▶ Exercise description
Copy every line of the data exactly, keeping out any picture.
*** Records for this task ***
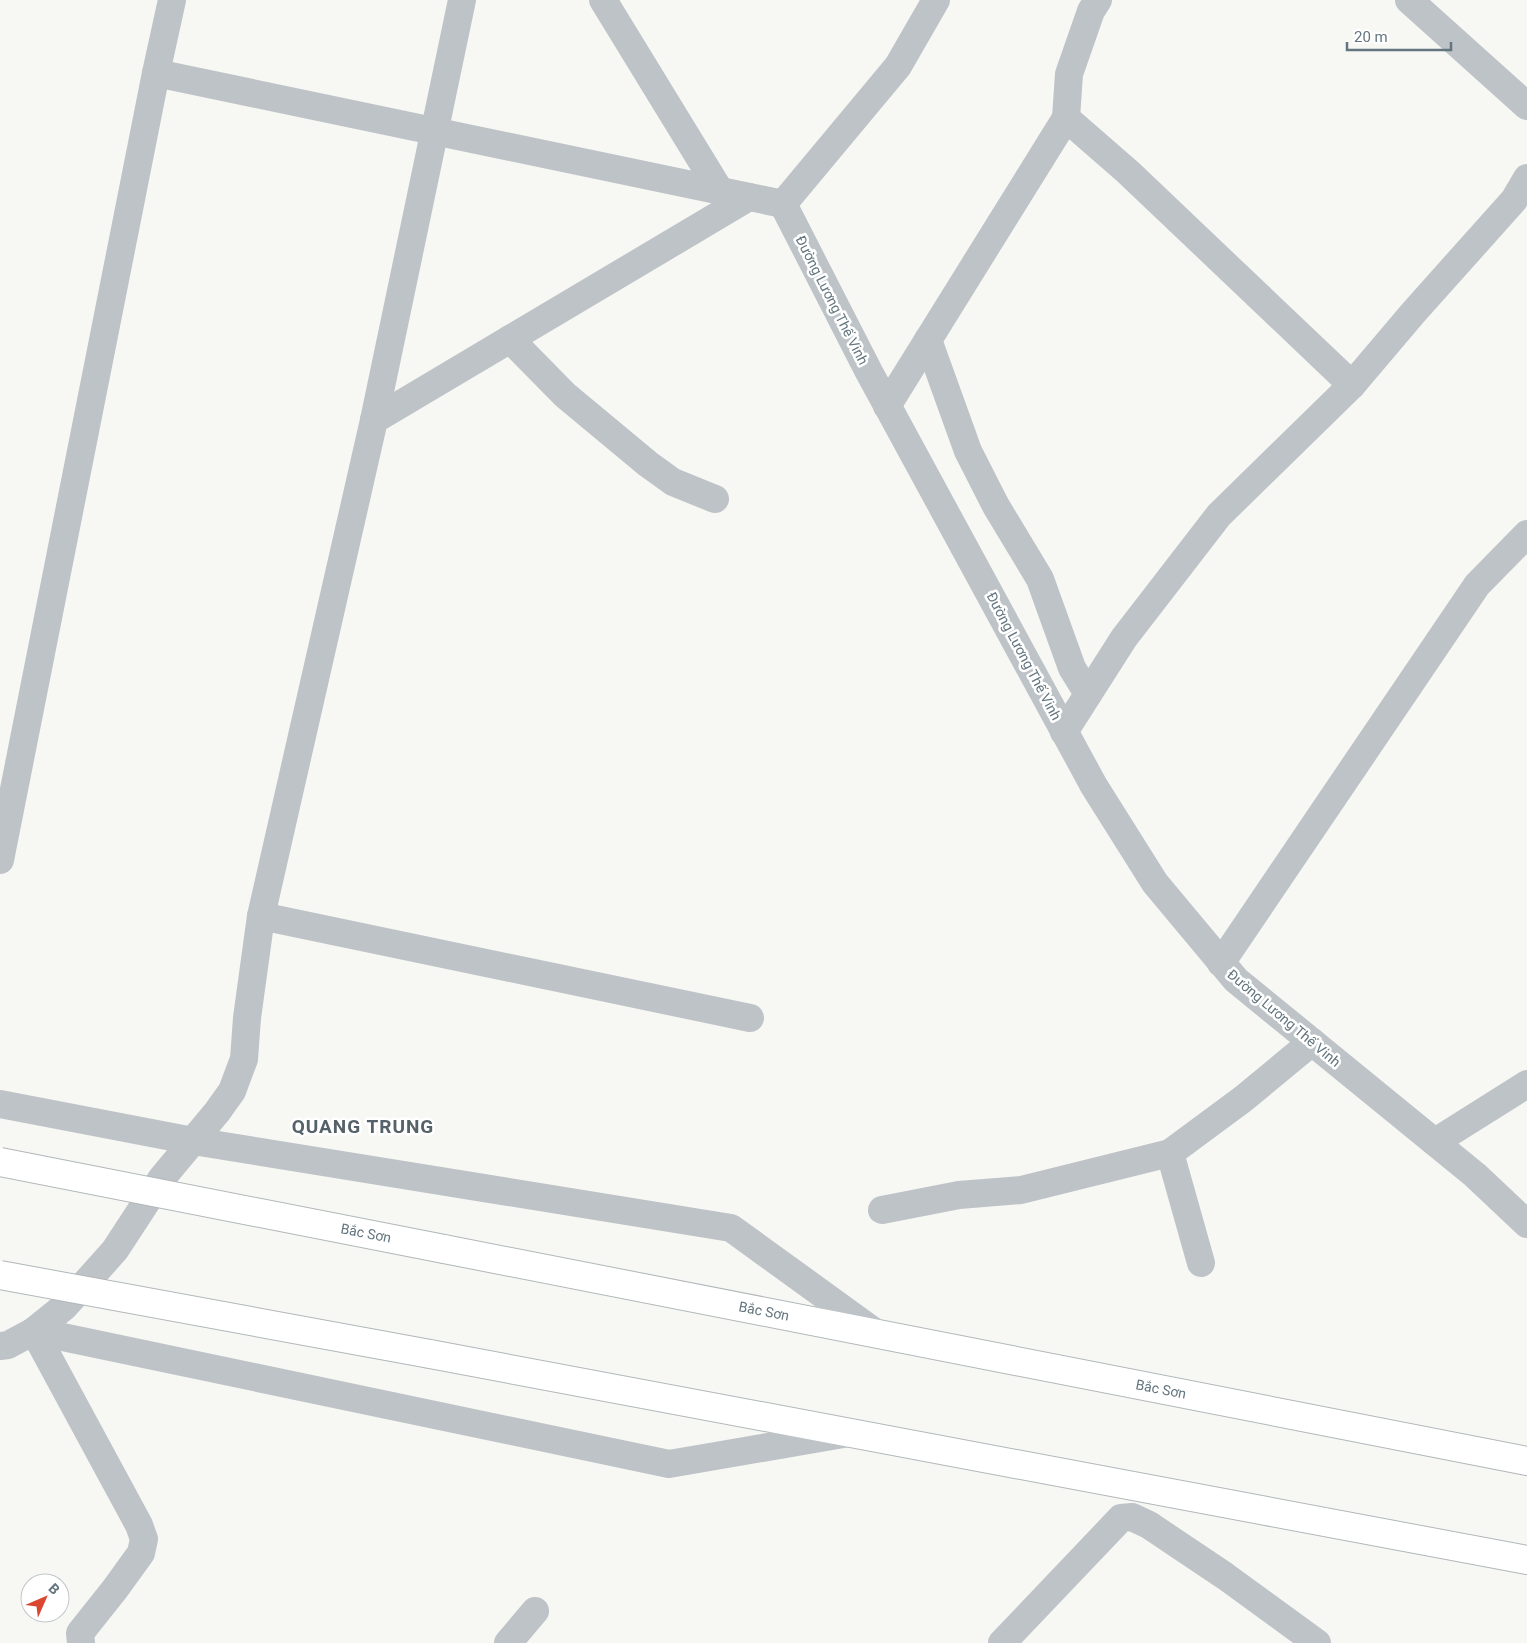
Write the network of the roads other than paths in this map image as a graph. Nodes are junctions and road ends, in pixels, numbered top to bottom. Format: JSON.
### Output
{"nodes":[{"id":1,"x":172,"y":0,"type":"edge"},
{"id":2,"x":462,"y":0,"type":"edge"},
{"id":3,"x":603,"y":0,"type":"edge"},
{"id":4,"x":936,"y":0,"type":"edge"},
{"id":5,"x":1098,"y":0,"type":"edge"},
{"id":6,"x":1409,"y":0,"type":"edge"},
{"id":7,"x":156,"y":73,"type":"junction"},
{"id":8,"x":1527,"y":106,"type":"edge"},
{"id":9,"x":1066,"y":118,"type":"junction"},
{"id":10,"x":434,"y":132,"type":"junction"},
{"id":11,"x":1527,"y":178,"type":"edge"},
{"id":12,"x":720,"y":191,"type":"junction"},
{"id":13,"x":749,"y":197,"type":"junction"},
{"id":14,"x":783,"y":204,"type":"junction"},
{"id":15,"x":510,"y":339,"type":"junction"},
{"id":16,"x":928,"y":340,"type":"junction"},
{"id":17,"x":1352,"y":385,"type":"junction"},
{"id":18,"x":887,"y":406,"type":"junction"},
{"id":19,"x":374,"y":420,"type":"junction"},
{"id":20,"x":715,"y":499,"type":"dead end"},
{"id":21,"x":1527,"y":534,"type":"edge"},
{"id":22,"x":1088,"y":694,"type":"junction"},
{"id":23,"x":1064,"y":732,"type":"junction"},
{"id":24,"x":1,"y":851,"type":"edge"},
{"id":25,"x":261,"y":916,"type":"junction"},
{"id":26,"x":1221,"y":963,"type":"junction"},
{"id":27,"x":750,"y":1018,"type":"dead end"},
{"id":28,"x":1312,"y":1042,"type":"junction"},
{"id":29,"x":1527,"y":1084,"type":"edge"},
{"id":30,"x":0,"y":1104,"type":"edge"},
{"id":31,"x":193,"y":1141,"type":"junction"},
{"id":32,"x":1434,"y":1142,"type":"junction"},
{"id":33,"x":1170,"y":1153,"type":"junction"},
{"id":34,"x":0,"y":1162,"type":"edge"},
{"id":35,"x":882,"y":1210,"type":"dead end"},
{"id":36,"x":1527,"y":1224,"type":"edge"},
{"id":37,"x":1201,"y":1263,"type":"dead end"},
{"id":38,"x":0,"y":1275,"type":"edge"},
{"id":39,"x":34,"y":1331,"type":"junction"},
{"id":40,"x":876,"y":1333,"type":"junction"},
{"id":41,"x":0,"y":1346,"type":"edge"},
{"id":42,"x":850,"y":1433,"type":"junction"},
{"id":43,"x":1527,"y":1461,"type":"edge"},
{"id":44,"x":1527,"y":1560,"type":"edge"},
{"id":45,"x":535,"y":1611,"type":"dead end"},
{"id":46,"x":81,"y":1643,"type":"edge"},
{"id":47,"x":508,"y":1643,"type":"edge"},
{"id":48,"x":1002,"y":1643,"type":"edge"},
{"id":49,"x":1317,"y":1643,"type":"edge"}],
"edges":[{"from":1,"to":7,"type":"street"},
{"from":2,"to":10,"type":"street"},
{"from":3,"to":12,"type":"street"},
{"from":4,"to":14,"type":"street"},
{"from":5,"to":9,"type":"street"},
{"from":6,"to":8,"type":"street"},
{"from":7,"to":10,"type":"street"},
{"from":7,"to":24,"type":"street"},
{"from":9,"to":16,"type":"street"},
{"from":9,"to":17,"type":"street"},
{"from":10,"to":12,"type":"street"},
{"from":10,"to":19,"type":"street"},
{"from":11,"to":17,"type":"street"},
{"from":12,"to":13,"type":"street"},
{"from":13,"to":14,"type":"street"},
{"from":13,"to":15,"type":"street"},
{"from":14,"to":18,"type":"street","name":"Đường Lương Thế Vinh"},
{"from":15,"to":19,"type":"street"},
{"from":15,"to":20,"type":"street"},
{"from":16,"to":18,"type":"street"},
{"from":16,"to":22,"type":"street"},
{"from":17,"to":22,"type":"street"},
{"from":18,"to":23,"type":"street","name":"Đường Lương Thế Vinh"},
{"from":19,"to":25,"type":"street"},
{"from":21,"to":26,"type":"street"},
{"from":22,"to":23,"type":"street"},
{"from":23,"to":26,"type":"street","name":"Đường Lương Thế Vinh"},
{"from":25,"to":27,"type":"street"},
{"from":25,"to":31,"type":"street"},
{"from":26,"to":28,"type":"street","name":"Đường Lương Thế Vinh"},
{"from":28,"to":32,"type":"street","name":"Đường Lương Thế Vinh"},
{"from":28,"to":33,"type":"street"},
{"from":29,"to":32,"type":"street"},
{"from":30,"to":31,"type":"street"},
{"from":31,"to":39,"type":"street"},
{"from":31,"to":40,"type":"street"},
{"from":32,"to":36,"type":"street","name":"Đường Lương Thế Vinh"},
{"from":33,"to":35,"type":"street"},
{"from":33,"to":37,"type":"street"},
{"from":34,"to":40,"type":"main road","name":"Bắc Sơn","bridge":true},
{"from":38,"to":42,"type":"main road","bridge":true},
{"from":39,"to":41,"type":"street"},
{"from":39,"to":42,"type":"street"},
{"from":39,"to":46,"type":"street"},
{"from":40,"to":43,"type":"main road","name":"Bắc Sơn"},
{"from":42,"to":44,"type":"main road"},
{"from":45,"to":47,"type":"street"},
{"from":48,"to":49,"type":"street"}]}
*** End of Records for this task ***
▶ Solution to the exercise
Write the network of the roads other than paths in this map image as a graph. Nodes are junctions and road ends, in pixels, numbered top to bottom. Format: JSON.
### Output
{"nodes":[{"id":1,"x":172,"y":0,"type":"edge"},
{"id":2,"x":462,"y":0,"type":"edge"},
{"id":3,"x":603,"y":0,"type":"edge"},
{"id":4,"x":936,"y":0,"type":"edge"},
{"id":5,"x":1098,"y":0,"type":"edge"},
{"id":6,"x":1409,"y":0,"type":"edge"},
{"id":7,"x":156,"y":73,"type":"junction"},
{"id":8,"x":1527,"y":106,"type":"edge"},
{"id":9,"x":1066,"y":118,"type":"junction"},
{"id":10,"x":434,"y":132,"type":"junction"},
{"id":11,"x":1527,"y":178,"type":"edge"},
{"id":12,"x":720,"y":191,"type":"junction"},
{"id":13,"x":749,"y":197,"type":"junction"},
{"id":14,"x":783,"y":204,"type":"junction"},
{"id":15,"x":510,"y":339,"type":"junction"},
{"id":16,"x":928,"y":340,"type":"junction"},
{"id":17,"x":1352,"y":385,"type":"junction"},
{"id":18,"x":887,"y":406,"type":"junction"},
{"id":19,"x":374,"y":420,"type":"junction"},
{"id":20,"x":715,"y":499,"type":"dead end"},
{"id":21,"x":1527,"y":534,"type":"edge"},
{"id":22,"x":1088,"y":694,"type":"junction"},
{"id":23,"x":1064,"y":732,"type":"junction"},
{"id":24,"x":1,"y":851,"type":"edge"},
{"id":25,"x":261,"y":916,"type":"junction"},
{"id":26,"x":1221,"y":963,"type":"junction"},
{"id":27,"x":750,"y":1018,"type":"dead end"},
{"id":28,"x":1312,"y":1042,"type":"junction"},
{"id":29,"x":1527,"y":1084,"type":"edge"},
{"id":30,"x":0,"y":1104,"type":"edge"},
{"id":31,"x":193,"y":1141,"type":"junction"},
{"id":32,"x":1434,"y":1142,"type":"junction"},
{"id":33,"x":1170,"y":1153,"type":"junction"},
{"id":34,"x":0,"y":1162,"type":"edge"},
{"id":35,"x":882,"y":1210,"type":"dead end"},
{"id":36,"x":1527,"y":1224,"type":"edge"},
{"id":37,"x":1201,"y":1263,"type":"dead end"},
{"id":38,"x":0,"y":1275,"type":"edge"},
{"id":39,"x":34,"y":1331,"type":"junction"},
{"id":40,"x":876,"y":1333,"type":"junction"},
{"id":41,"x":0,"y":1346,"type":"edge"},
{"id":42,"x":850,"y":1433,"type":"junction"},
{"id":43,"x":1527,"y":1461,"type":"edge"},
{"id":44,"x":1527,"y":1560,"type":"edge"},
{"id":45,"x":535,"y":1611,"type":"dead end"},
{"id":46,"x":81,"y":1643,"type":"edge"},
{"id":47,"x":508,"y":1643,"type":"edge"},
{"id":48,"x":1002,"y":1643,"type":"edge"},
{"id":49,"x":1317,"y":1643,"type":"edge"}],
"edges":[{"from":1,"to":7,"type":"street"},
{"from":2,"to":10,"type":"street"},
{"from":3,"to":12,"type":"street"},
{"from":4,"to":14,"type":"street"},
{"from":5,"to":9,"type":"street"},
{"from":6,"to":8,"type":"street"},
{"from":7,"to":10,"type":"street"},
{"from":7,"to":24,"type":"street"},
{"from":9,"to":16,"type":"street"},
{"from":9,"to":17,"type":"street"},
{"from":10,"to":12,"type":"street"},
{"from":10,"to":19,"type":"street"},
{"from":11,"to":17,"type":"street"},
{"from":12,"to":13,"type":"street"},
{"from":13,"to":14,"type":"street"},
{"from":13,"to":15,"type":"street"},
{"from":14,"to":18,"type":"street","name":"Đường Lương Thế Vinh"},
{"from":15,"to":19,"type":"street"},
{"from":15,"to":20,"type":"street"},
{"from":16,"to":18,"type":"street"},
{"from":16,"to":22,"type":"street"},
{"from":17,"to":22,"type":"street"},
{"from":18,"to":23,"type":"street","name":"Đường Lương Thế Vinh"},
{"from":19,"to":25,"type":"street"},
{"from":21,"to":26,"type":"street"},
{"from":22,"to":23,"type":"street"},
{"from":23,"to":26,"type":"street","name":"Đường Lương Thế Vinh"},
{"from":25,"to":27,"type":"street"},
{"from":25,"to":31,"type":"street"},
{"from":26,"to":28,"type":"street","name":"Đường Lương Thế Vinh"},
{"from":28,"to":32,"type":"street","name":"Đường Lương Thế Vinh"},
{"from":28,"to":33,"type":"street"},
{"from":29,"to":32,"type":"street"},
{"from":30,"to":31,"type":"street"},
{"from":31,"to":39,"type":"street"},
{"from":31,"to":40,"type":"street"},
{"from":32,"to":36,"type":"street","name":"Đường Lương Thế Vinh"},
{"from":33,"to":35,"type":"street"},
{"from":33,"to":37,"type":"street"},
{"from":34,"to":40,"type":"main road","name":"Bắc Sơn","bridge":true},
{"from":38,"to":42,"type":"main road","bridge":true},
{"from":39,"to":41,"type":"street"},
{"from":39,"to":42,"type":"street"},
{"from":39,"to":46,"type":"street"},
{"from":40,"to":43,"type":"main road","name":"Bắc Sơn"},
{"from":42,"to":44,"type":"main road"},
{"from":45,"to":47,"type":"street"},
{"from":48,"to":49,"type":"street"}]}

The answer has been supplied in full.